Friday, August 19, 2011

journey

not sure where to go from here,

not sure where to go.

i feel like i need to start making different decisions

im still stuck on the same old people

but they havent changed...

you cant change people anyway,
i know better than that.

so i force myself to move on. delete your number out my fone...

ignore texts.

grit my teeth and say goodbye

i cant ignore a perfectly good man for you

you make no effort.

i need someone who likes to see me everyday

he does.

someone who comes over when i feel sick

like him.

so dont call me anymore

dont text me

because im not gonna spend another minute letting you lie to me

fool me

tell me what you think i wanna hear

ive know n you long enough to know its all bullshit

you have a very bright future

im just not in it

here is where our roads split

driving us farther and farther apart

there is no common ground

and theres nothing to "check on"

lets not let our minds wander through grey area

life is confusing enough as it is
without 2 confused assholes fooling themselves into thinking they have anything left to talk about.
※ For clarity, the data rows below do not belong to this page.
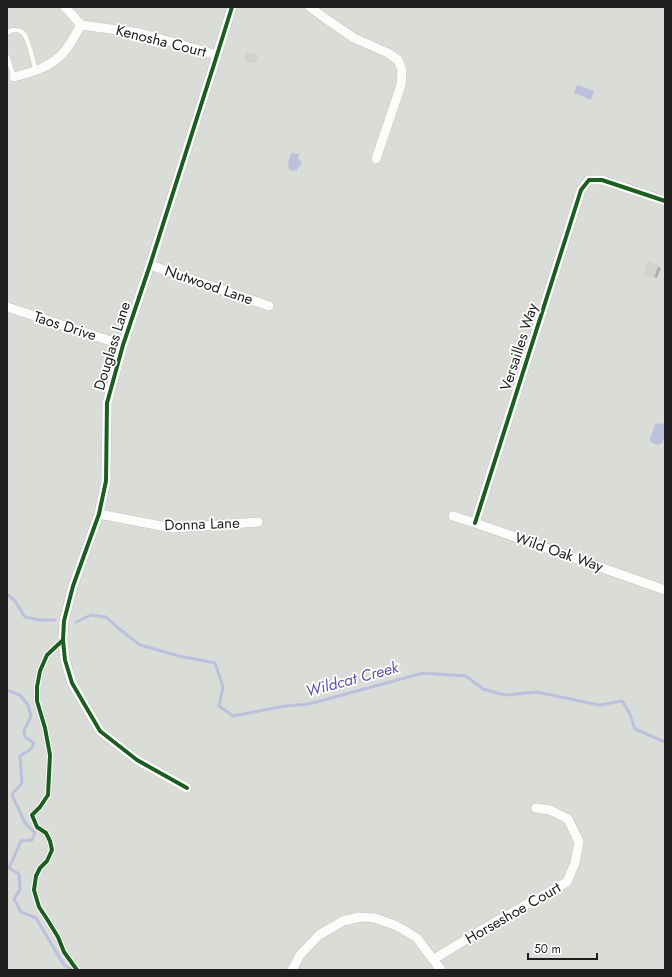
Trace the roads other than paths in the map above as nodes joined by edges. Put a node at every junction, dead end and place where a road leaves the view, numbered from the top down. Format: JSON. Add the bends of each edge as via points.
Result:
{"nodes":[{"id":1,"x":65,"y":7,"type":"edge"},
{"id":2,"x":232,"y":7,"type":"edge"},
{"id":3,"x":310,"y":7,"type":"edge"},
{"id":4,"x":81,"y":24,"type":"junction"},
{"id":5,"x":7,"y":33,"type":"edge"},
{"id":6,"x":217,"y":55,"type":"junction"},
{"id":7,"x":7,"y":56,"type":"edge"},
{"id":8,"x":36,"y":70,"type":"junction"},
{"id":9,"x":14,"y":77,"type":"joint"},
{"id":10,"x":376,"y":159,"type":"dead end"},
{"id":11,"x":665,"y":201,"type":"edge"},
{"id":12,"x":150,"y":266,"type":"junction"},
{"id":13,"x":269,"y":306,"type":"dead end"},
{"id":14,"x":7,"y":307,"type":"edge"},
{"id":15,"x":123,"y":345,"type":"junction"},
{"id":16,"x":99,"y":514,"type":"junction"},
{"id":17,"x":453,"y":516,"type":"dead end"},
{"id":18,"x":258,"y":522,"type":"dead end"},
{"id":19,"x":475,"y":523,"type":"junction"},
{"id":20,"x":665,"y":590,"type":"edge"},
{"id":21,"x":187,"y":788,"type":"dead end"},
{"id":22,"x":536,"y":808,"type":"dead end"},
{"id":23,"x":434,"y":959,"type":"junction"},
{"id":24,"x":292,"y":970,"type":"edge"},
{"id":25,"x":441,"y":970,"type":"edge"}],
"edges":[{"from":1,"to":4,"type":"street"},
{"from":2,"to":6,"type":"street","name":"Douglass Lane"},
{"from":3,"to":10,"type":"street","via":[[354,38],[398,60],[402,70],[401,85]]},
{"from":4,"to":6,"type":"street","name":"Kenosha Court","via":[[140,33]]},
{"from":4,"to":8,"type":"street","via":[[65,51],[52,63]]},
{"from":5,"to":8,"type":"lane","via":[[18,30],[24,34]]},
{"from":6,"to":12,"type":"street","name":"Douglass Lane"},
{"from":7,"to":9,"type":"lane"},
{"from":8,"to":9,"type":"street"},
{"from":11,"to":19,"type":"street","name":"Versailles Way","via":[[602,180],[588,180],[581,190]]},
{"from":12,"to":13,"type":"street","name":"Nutwood Lane"},
{"from":12,"to":15,"type":"street","name":"Douglass Lane"},
{"from":14,"to":15,"type":"street","name":"Taos Drive"},
{"from":15,"to":16,"type":"street","name":"Douglass Lane","via":[[108,403],[106,481]]},
{"from":16,"to":18,"type":"street","name":"Donna Lane","via":[[172,528]]},
{"from":16,"to":21,"type":"street","name":"Douglass Lane","via":[[73,586],[64,621],[65,660],[72,683],[100,731],[138,760]]},
{"from":17,"to":19,"type":"street","name":"Wild Oak Way"},
{"from":19,"to":20,"type":"street","name":"Wild Oak Way"},
{"from":22,"to":23,"type":"street","name":"Horseshoe Court","via":[[550,810],[568,819],[579,842],[575,863],[567,882]]},
{"from":23,"to":24,"type":"street","via":[[417,938],[397,926],[375,918],[360,917],[343,921],[320,935],[300,955]]},
{"from":23,"to":25,"type":"street"}]}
i wish i had more closure sure...

cuz it seems like things went from in love

to ice cold.

but those are the seasons of love i suppose

or maybe just lust

maybe i havent found or experienced true love yet

there hasnt been a man i havent had the balls to leave!

i have no problem chucking up the duece
locking my door

and sealing that bitch

so maybe that man hasnt graced me yet...

im not gonna ever settle

i'll die alone before i do that shit

i see all these unhappy people in these miserable relationships and i ask myself why??

i also ask myself how i stayed in my fucked up relationship for so long so....

it shows you what i know.

but im different than most cuz i leave when im not happy

and i continue to search for the happiness GOD intended for me :)

so its definitely not a bad thing that im single because my future husband is out there somewhere.

maybe we've met already

maybe not...

its all a great surprise waiting for me at my next turn

on this short road called life

this really young guy tried to talk to me today.

i dont think he's even old enough to drink.

cant do it.

no younggins, no kids, no baby mamas, no dope boys, no weed dealers,

dont even step to me

you gotta have your shit together if you want a woman like me

i KNOW my worth

and i know that i dont have to live my life arguing, and chasing after a lousy nigga tryna figure out what they doin all day long

i just want a regular guy

some one who wakes up and goes to work and goes home afterward

someone who wants me to wash clothes, cook and clean

and handle the other stuff ;)

a partner

somebody to clown with

to be down with

to talk about things with

someone to make decisions

someone who has a HEAD ON THEIR SHOULDERS

a strong sense of self.

not someone who is defined by their "friends"

yes you need to have a car

yes you need to also take care of the responsibilities of having a car

insurance, registration... read about that shit

have something worthy about yourself

who are you outside of your friends?

people in my age group are way too OLD to be at the club chasing what??

do you know how stupid you look?

its time for people to be on their grown man!

im definitely finna be on my grown woman!

im FINALLY divorced after almost 13 years wheeeew LOL

(deep breathe)

so im on the market now low key lmaoooo

just in time :)

GODS TIME

my brother just got married, my sister a year ago, my other brother is getting married soon...

i think im ready to move on to the next phase in life and start slowing down

CHOOSING UP

time to choose up basically

im checking resumes lol

credentials

and we'll see where i land...

off i go on another great journey!!!